L’Assemblée nationale a adopté, à l’unanimité, une nouvelle loi encadrant la protection de l’environnement au Bénin. Ce texte, qui remplace la législation en vigueur depuis 1999, introduit plusieurs réformes destinées à mieux répondre aux défis environnementaux actuels, avec des sanctions pouvant atteindre 10 milliards de francs CFA.
Le Bénin franchit une nouvelle étape dans le renforcement de son dispositif juridique en matière de protection de l’environnement. Réunis en séance plénière ce lundi 13 juillet 2026, les députés ont adopté à l’unanimité une nouvelle loi qui modernise le cadre légal applicable à la préservation des ressources naturelles et à la lutte contre les atteintes à l’environnement.
Ce nouveau texte met fin à l’application de la loi-cadre adoptée en 1999, jugée inadaptée face aux évolutions des enjeux environnementaux et aux engagements internationaux pris par le pays. Il établit un cadre plus complet pour la prévention des pollutions, la protection des écosystèmes et la promotion d’une gestion durable des ressources naturelles.
Structurée en huit grands titres, la loi définit les règles relatives à la protection des milieux naturels, à la gestion des nuisances, aux évaluations environnementales, aux mécanismes d’incitation ainsi qu’aux sanctions applicables en cas d’infraction. Elle accorde également une place plus importante aux communes, aux acteurs du secteur privé et aux organisations de la société civile dans les politiques de gestion environnementale.

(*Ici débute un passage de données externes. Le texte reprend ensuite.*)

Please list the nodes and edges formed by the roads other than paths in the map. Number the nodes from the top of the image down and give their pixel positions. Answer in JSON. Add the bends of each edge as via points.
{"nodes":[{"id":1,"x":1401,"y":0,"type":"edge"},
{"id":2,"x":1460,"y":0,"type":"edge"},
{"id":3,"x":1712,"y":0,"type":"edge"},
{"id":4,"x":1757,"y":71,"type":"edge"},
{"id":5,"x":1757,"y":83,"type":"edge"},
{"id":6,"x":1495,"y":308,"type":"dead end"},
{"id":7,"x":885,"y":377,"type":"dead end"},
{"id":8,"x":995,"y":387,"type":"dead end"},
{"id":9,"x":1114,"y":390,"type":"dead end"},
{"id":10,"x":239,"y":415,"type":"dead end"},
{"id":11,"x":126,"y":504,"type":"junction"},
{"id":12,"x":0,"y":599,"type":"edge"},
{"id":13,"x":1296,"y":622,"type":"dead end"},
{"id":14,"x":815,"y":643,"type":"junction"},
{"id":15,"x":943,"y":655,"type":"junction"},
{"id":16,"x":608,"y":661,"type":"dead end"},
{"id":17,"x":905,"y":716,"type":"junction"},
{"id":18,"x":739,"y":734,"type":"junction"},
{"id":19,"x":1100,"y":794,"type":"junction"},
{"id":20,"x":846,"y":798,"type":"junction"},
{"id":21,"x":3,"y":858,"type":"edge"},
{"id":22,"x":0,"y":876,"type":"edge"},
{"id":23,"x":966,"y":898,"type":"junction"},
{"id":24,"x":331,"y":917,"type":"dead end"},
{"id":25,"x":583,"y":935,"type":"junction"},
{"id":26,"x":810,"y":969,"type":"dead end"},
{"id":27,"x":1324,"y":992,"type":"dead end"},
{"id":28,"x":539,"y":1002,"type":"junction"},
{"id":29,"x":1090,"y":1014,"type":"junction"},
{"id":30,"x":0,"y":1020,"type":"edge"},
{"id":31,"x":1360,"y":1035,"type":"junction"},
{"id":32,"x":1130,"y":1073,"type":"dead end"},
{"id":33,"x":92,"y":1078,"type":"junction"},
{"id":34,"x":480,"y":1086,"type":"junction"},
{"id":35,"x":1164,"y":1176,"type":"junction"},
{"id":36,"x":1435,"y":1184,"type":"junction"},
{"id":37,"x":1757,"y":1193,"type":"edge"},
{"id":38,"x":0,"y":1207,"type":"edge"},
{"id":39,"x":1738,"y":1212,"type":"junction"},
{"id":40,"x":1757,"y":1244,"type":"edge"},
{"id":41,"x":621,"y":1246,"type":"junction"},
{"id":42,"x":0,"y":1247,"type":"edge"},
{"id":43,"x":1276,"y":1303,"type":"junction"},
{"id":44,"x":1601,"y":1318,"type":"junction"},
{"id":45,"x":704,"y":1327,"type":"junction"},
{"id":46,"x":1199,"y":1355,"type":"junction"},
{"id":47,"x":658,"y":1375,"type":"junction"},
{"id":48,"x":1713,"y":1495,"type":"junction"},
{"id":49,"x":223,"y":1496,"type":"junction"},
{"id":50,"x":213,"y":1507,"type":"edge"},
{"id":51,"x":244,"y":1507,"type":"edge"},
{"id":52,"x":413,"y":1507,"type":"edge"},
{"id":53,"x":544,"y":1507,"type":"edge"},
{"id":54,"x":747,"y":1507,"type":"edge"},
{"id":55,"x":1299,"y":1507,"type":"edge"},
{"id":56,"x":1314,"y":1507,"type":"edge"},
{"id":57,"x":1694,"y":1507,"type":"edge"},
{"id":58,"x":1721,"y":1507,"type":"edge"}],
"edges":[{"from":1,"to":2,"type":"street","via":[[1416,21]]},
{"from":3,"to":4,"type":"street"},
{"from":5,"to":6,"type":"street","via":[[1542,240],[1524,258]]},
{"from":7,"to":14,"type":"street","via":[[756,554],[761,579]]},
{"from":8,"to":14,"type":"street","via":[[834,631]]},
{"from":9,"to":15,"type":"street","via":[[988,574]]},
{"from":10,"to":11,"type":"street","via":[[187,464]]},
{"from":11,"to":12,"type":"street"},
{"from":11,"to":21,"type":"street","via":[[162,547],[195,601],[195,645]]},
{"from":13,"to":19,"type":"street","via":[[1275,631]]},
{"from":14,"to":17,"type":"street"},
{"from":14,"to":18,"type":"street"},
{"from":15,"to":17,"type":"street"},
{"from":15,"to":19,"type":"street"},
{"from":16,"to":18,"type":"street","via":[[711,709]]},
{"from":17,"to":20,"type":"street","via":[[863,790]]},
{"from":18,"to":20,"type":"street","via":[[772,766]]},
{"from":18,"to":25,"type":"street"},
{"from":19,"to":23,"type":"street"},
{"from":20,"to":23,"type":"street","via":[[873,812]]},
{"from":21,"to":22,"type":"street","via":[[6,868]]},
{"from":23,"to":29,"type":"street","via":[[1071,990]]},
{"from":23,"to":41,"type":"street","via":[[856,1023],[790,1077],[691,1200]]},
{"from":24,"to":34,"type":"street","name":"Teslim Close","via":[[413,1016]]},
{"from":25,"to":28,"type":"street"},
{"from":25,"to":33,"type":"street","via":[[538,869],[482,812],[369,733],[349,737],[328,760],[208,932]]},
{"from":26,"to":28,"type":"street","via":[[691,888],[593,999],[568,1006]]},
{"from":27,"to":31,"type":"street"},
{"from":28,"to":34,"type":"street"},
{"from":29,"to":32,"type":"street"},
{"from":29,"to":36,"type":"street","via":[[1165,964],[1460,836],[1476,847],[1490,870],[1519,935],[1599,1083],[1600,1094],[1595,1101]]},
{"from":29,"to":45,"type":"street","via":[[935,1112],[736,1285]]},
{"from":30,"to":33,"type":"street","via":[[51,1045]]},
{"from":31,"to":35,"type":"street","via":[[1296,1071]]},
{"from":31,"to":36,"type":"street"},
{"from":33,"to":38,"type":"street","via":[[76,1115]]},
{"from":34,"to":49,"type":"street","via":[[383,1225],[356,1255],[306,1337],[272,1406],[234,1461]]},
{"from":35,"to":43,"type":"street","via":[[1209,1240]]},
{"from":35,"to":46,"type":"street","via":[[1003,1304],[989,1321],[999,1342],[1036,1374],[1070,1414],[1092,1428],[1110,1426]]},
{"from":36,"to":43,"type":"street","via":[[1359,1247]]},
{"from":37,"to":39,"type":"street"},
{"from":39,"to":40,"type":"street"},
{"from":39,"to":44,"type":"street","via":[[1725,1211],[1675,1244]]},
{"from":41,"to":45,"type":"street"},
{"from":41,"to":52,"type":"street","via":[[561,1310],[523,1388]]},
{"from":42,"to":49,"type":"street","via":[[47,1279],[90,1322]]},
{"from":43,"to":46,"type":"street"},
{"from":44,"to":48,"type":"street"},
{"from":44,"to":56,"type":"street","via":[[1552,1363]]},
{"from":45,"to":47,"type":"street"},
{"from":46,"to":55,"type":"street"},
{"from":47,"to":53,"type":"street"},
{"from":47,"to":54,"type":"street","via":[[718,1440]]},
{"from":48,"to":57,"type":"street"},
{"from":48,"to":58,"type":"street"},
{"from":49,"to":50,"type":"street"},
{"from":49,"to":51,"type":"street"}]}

Le nouveau dispositif vise aussi à harmoniser la législation environnementale avec plusieurs textes déjà en vigueur, notamment ceux relatifs à l’hygiène publique, au pastoralisme, au droit pénal et à la sûreté nucléaire. Il prend en compte les orientations stratégiques définies ces dernières années ainsi que les engagements internationaux ratifiés par le Bénin dans le domaine de l’environnement.
L’un des principaux changements concerne le durcissement des sanctions contre les auteurs d’infractions environnementales. Selon la nature et la gravité des faits, les contrevenants s’exposent désormais à des amendes comprises entre 50 000 francs CFA et 10 milliards de francs CFA. Des peines d’emprisonnement pouvant aller de quelques jours à vingt ans de réclusion criminelle sont également prévues pour les cas les plus graves.

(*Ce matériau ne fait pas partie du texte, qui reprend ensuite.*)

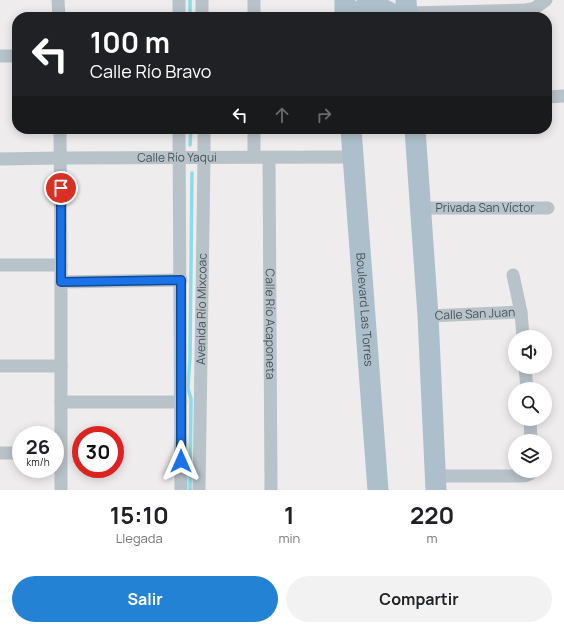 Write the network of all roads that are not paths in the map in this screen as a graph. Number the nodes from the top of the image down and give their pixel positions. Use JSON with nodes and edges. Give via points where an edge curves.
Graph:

Au cours des débats, plusieurs députés ont salué cette réforme tout en formulant des recommandations. Ils ont notamment souhaité que la nouvelle loi soit largement expliquée aux populations à travers les langues nationales. Les élus ont également appelé le gouvernement à simplifier les démarches liées à l’obtention du certificat de conformité environnementale et sociale afin de ne pas freiner les initiatives économiques, en particulier celles des petites et moyennes entreprises.
Présent devant les parlementaires, le ministre de la Justice et de la Législation, Yvon Détchénou, a apporté des précisions sur l’avenir de certaines institutions intervenant dans le secteur environnemental. Il a assuré que des organismes tels que l’Agence béninoise de l’Environnement et le Conseil béninois pour le développement durable poursuivront leurs missions, même si leur organisation ou leur appellation pourraient évoluer dans le cadre de la mise en œuvre de cette réforme.
Avec cette nouvelle loi, les autorités béninoises entendent adapter le cadre juridique national aux réalités actuelles et renforcer les moyens de protection de l’environnement face aux défis liés au développement, à l’urbanisation et aux changements climatiques.